**The task**. The answer must be every line below that holds the word "Новосёловское".

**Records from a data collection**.
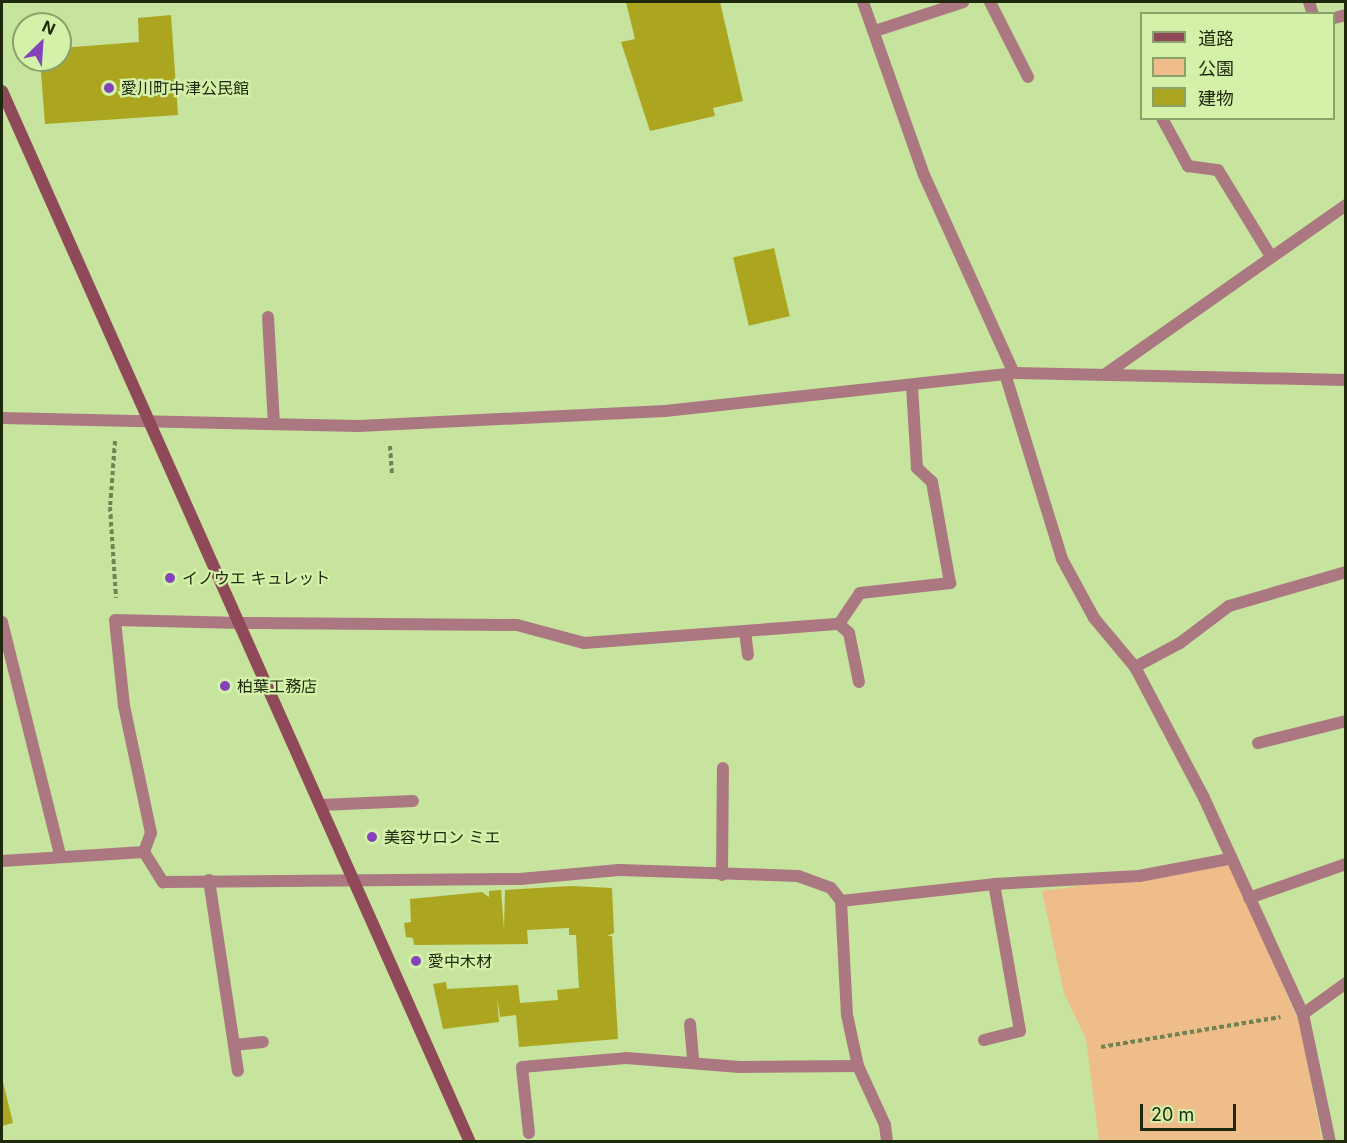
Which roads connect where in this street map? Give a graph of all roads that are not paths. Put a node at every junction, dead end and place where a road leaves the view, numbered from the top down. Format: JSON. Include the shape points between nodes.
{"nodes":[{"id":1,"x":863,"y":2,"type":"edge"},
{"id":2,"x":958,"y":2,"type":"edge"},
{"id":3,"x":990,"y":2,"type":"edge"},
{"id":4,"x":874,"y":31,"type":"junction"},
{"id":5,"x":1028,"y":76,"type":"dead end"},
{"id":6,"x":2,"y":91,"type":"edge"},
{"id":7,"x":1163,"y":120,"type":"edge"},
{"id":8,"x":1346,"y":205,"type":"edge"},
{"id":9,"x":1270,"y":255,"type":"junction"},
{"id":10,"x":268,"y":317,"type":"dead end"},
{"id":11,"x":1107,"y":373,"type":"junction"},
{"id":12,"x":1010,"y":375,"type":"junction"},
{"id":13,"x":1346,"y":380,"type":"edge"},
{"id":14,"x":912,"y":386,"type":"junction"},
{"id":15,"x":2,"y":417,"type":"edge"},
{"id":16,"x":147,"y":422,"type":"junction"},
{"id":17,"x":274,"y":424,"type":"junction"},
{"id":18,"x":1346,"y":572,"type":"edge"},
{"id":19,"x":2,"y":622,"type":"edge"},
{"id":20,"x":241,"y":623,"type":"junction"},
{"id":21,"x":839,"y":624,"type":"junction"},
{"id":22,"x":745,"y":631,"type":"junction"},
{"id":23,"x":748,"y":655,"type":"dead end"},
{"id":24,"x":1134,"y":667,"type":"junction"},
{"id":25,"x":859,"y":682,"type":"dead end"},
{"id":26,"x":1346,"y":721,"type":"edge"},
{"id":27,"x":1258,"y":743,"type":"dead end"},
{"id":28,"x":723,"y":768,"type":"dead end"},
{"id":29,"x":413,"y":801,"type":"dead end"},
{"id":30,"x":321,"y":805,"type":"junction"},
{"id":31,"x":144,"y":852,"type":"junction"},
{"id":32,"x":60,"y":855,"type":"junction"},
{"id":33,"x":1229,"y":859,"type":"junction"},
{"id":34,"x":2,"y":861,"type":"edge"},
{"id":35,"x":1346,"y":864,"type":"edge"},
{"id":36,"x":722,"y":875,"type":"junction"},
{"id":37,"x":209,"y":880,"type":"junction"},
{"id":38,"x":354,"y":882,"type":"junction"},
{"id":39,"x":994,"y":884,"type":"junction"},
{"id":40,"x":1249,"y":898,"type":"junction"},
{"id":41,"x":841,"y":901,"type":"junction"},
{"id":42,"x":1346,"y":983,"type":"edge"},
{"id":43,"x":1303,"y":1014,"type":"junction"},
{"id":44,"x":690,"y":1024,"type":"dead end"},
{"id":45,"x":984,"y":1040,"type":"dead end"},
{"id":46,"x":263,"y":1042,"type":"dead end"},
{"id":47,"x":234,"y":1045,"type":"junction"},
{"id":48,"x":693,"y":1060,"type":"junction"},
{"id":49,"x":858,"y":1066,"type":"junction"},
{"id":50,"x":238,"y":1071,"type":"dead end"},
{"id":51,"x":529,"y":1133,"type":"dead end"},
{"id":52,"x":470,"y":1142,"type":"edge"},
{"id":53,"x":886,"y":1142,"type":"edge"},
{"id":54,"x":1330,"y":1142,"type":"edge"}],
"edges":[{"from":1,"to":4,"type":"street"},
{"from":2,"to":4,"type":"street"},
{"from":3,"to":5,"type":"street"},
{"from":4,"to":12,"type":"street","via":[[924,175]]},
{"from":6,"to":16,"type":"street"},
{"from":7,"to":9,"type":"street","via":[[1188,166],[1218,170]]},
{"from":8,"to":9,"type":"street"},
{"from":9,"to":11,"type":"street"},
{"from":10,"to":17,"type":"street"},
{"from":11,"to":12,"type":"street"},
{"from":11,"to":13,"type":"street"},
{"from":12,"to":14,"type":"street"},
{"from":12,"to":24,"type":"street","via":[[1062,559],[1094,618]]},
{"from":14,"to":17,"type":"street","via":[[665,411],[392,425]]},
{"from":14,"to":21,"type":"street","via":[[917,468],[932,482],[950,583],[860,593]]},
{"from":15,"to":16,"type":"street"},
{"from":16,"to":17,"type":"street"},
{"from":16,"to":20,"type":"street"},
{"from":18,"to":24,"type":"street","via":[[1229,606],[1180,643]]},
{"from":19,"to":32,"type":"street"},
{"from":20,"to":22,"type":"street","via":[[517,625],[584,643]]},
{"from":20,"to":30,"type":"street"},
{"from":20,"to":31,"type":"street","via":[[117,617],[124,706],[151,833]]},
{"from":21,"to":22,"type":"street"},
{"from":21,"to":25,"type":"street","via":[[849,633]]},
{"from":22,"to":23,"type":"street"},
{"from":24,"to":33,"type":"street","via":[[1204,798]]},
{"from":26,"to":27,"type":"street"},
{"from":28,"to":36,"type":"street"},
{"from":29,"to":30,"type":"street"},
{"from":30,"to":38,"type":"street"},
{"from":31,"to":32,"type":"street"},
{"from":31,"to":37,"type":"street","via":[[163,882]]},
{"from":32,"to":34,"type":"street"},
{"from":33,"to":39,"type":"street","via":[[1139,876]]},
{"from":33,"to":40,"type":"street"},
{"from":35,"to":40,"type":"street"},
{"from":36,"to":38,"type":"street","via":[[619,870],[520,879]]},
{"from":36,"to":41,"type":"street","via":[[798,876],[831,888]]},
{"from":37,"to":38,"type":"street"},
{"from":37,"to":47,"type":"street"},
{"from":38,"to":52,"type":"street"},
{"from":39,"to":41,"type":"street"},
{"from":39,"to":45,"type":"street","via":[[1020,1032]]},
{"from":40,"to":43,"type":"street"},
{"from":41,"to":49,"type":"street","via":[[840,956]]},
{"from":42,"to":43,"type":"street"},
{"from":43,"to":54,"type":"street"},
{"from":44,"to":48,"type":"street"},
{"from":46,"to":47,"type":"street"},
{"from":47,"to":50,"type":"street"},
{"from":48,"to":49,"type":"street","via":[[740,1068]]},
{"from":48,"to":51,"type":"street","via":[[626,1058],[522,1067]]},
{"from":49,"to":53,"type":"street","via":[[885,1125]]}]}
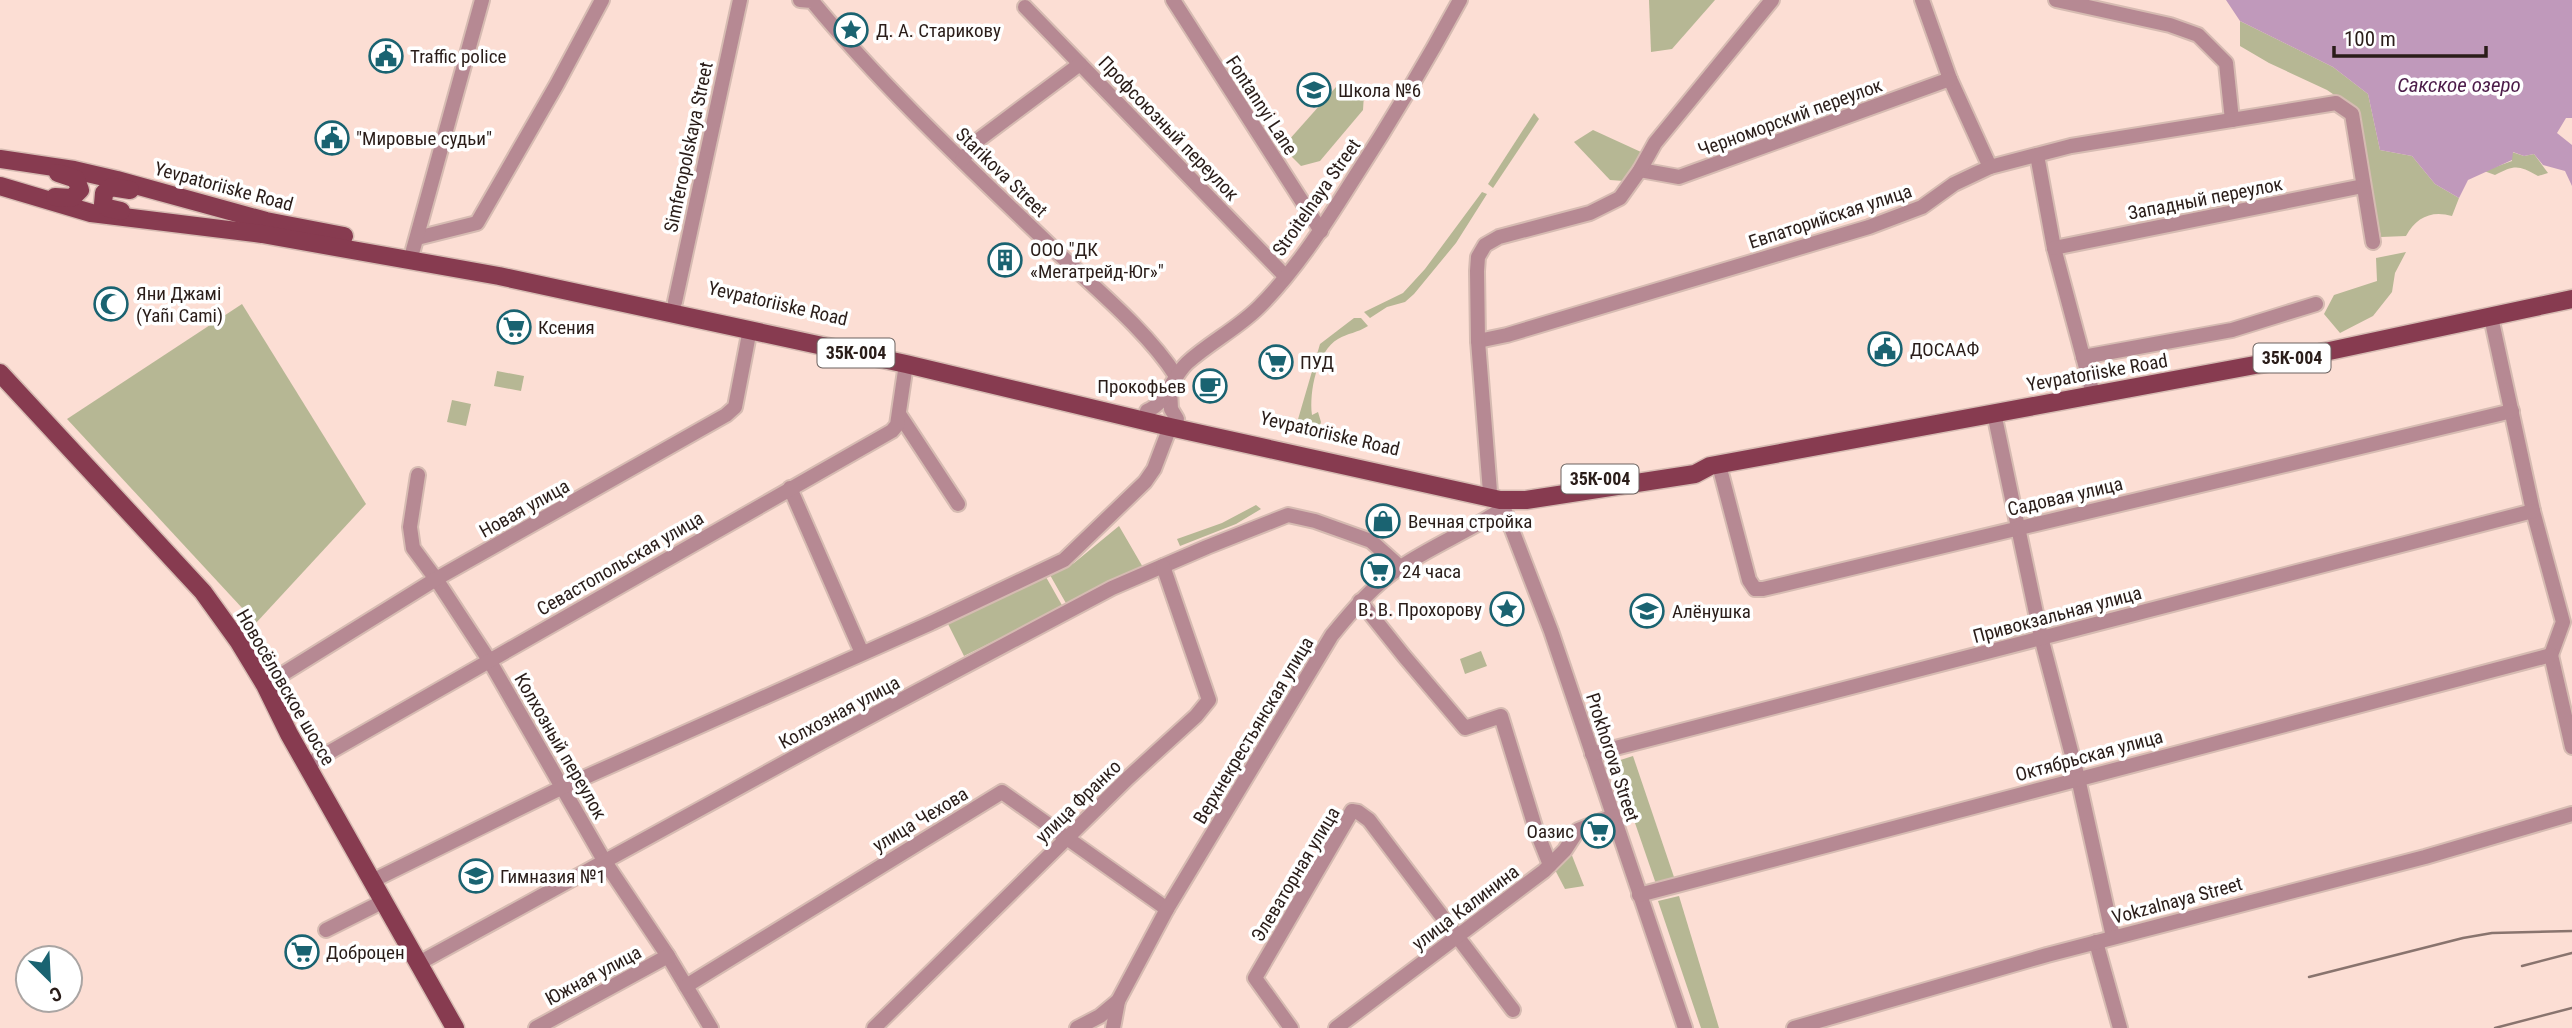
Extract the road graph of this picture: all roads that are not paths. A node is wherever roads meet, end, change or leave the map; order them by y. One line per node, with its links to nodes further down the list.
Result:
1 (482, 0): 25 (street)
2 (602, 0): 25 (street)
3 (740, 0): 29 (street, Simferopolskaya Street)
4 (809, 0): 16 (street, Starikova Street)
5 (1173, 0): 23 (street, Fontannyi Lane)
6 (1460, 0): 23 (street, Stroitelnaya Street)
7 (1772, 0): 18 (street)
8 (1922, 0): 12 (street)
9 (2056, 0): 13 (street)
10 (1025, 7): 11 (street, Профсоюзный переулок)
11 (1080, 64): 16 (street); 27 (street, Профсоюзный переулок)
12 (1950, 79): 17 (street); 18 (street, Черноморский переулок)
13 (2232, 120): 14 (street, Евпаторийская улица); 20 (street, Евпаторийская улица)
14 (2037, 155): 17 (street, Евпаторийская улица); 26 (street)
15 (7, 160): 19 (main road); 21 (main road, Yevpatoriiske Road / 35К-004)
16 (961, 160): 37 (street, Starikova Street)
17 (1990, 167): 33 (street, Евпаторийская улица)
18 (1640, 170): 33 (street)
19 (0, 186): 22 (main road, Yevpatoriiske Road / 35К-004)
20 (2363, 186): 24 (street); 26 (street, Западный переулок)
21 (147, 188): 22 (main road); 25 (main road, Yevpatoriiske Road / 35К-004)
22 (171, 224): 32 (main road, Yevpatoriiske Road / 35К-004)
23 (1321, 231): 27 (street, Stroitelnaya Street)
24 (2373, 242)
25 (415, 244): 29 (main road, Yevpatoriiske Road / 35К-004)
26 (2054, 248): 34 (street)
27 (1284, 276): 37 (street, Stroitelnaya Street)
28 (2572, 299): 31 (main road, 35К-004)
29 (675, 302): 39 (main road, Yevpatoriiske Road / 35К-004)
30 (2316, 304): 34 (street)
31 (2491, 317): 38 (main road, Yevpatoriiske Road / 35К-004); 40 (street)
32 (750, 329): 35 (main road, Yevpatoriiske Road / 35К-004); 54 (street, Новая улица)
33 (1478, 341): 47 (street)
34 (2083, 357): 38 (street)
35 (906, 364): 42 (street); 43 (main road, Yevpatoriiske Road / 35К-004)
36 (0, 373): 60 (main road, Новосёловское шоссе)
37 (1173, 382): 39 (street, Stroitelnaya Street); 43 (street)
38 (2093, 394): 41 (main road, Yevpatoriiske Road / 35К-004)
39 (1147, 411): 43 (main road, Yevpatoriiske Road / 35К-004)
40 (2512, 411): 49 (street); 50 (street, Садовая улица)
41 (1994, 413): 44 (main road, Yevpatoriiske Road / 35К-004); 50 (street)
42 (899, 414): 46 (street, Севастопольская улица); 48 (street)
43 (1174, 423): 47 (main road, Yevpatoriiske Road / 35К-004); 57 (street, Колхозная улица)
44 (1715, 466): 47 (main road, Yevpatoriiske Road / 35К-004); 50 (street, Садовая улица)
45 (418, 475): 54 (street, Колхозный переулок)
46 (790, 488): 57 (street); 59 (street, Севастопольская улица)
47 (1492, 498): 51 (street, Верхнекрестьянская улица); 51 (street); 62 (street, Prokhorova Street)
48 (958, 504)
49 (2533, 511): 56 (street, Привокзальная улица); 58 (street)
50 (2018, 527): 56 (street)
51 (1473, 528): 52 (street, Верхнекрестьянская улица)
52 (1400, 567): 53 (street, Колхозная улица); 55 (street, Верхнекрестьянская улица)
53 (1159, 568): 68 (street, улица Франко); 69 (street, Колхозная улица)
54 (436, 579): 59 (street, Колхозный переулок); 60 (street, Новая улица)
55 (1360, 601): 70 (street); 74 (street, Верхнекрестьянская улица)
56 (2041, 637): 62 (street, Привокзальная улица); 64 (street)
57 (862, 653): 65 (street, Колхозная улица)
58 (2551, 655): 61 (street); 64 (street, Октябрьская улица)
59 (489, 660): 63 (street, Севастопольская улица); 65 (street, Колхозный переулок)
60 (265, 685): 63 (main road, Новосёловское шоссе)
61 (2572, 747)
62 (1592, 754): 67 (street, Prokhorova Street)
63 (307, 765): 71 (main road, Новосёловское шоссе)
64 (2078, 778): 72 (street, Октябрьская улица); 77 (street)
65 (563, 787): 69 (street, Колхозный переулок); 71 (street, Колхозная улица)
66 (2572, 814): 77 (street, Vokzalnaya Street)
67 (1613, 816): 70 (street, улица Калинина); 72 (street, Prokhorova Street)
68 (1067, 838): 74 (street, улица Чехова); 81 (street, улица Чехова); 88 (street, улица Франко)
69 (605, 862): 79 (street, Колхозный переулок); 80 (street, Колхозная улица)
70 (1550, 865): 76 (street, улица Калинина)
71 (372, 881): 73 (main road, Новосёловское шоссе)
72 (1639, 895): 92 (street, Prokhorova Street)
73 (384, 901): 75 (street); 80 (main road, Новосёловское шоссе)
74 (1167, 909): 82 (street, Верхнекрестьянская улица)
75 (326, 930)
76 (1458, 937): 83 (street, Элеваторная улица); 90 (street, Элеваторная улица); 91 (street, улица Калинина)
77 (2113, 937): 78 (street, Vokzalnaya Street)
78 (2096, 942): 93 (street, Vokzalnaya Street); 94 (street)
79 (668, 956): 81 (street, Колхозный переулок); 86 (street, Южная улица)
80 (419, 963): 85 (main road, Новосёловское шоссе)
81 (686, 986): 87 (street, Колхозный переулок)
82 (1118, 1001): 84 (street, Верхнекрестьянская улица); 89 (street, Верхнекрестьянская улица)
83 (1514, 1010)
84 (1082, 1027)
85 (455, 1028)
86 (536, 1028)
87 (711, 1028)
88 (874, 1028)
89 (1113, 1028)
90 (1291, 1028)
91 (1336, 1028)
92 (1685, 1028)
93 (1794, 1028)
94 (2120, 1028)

**Expected answer**.
36 (0, 373): 60 (main road, Новосёловское шоссе)
60 (265, 685): 63 (main road, Новосёловское шоссе)
63 (307, 765): 71 (main road, Новосёловское шоссе)
71 (372, 881): 73 (main road, Новосёловское шоссе)
73 (384, 901): 75 (street); 80 (main road, Новосёловское шоссе)
80 (419, 963): 85 (main road, Новосёловское шоссе)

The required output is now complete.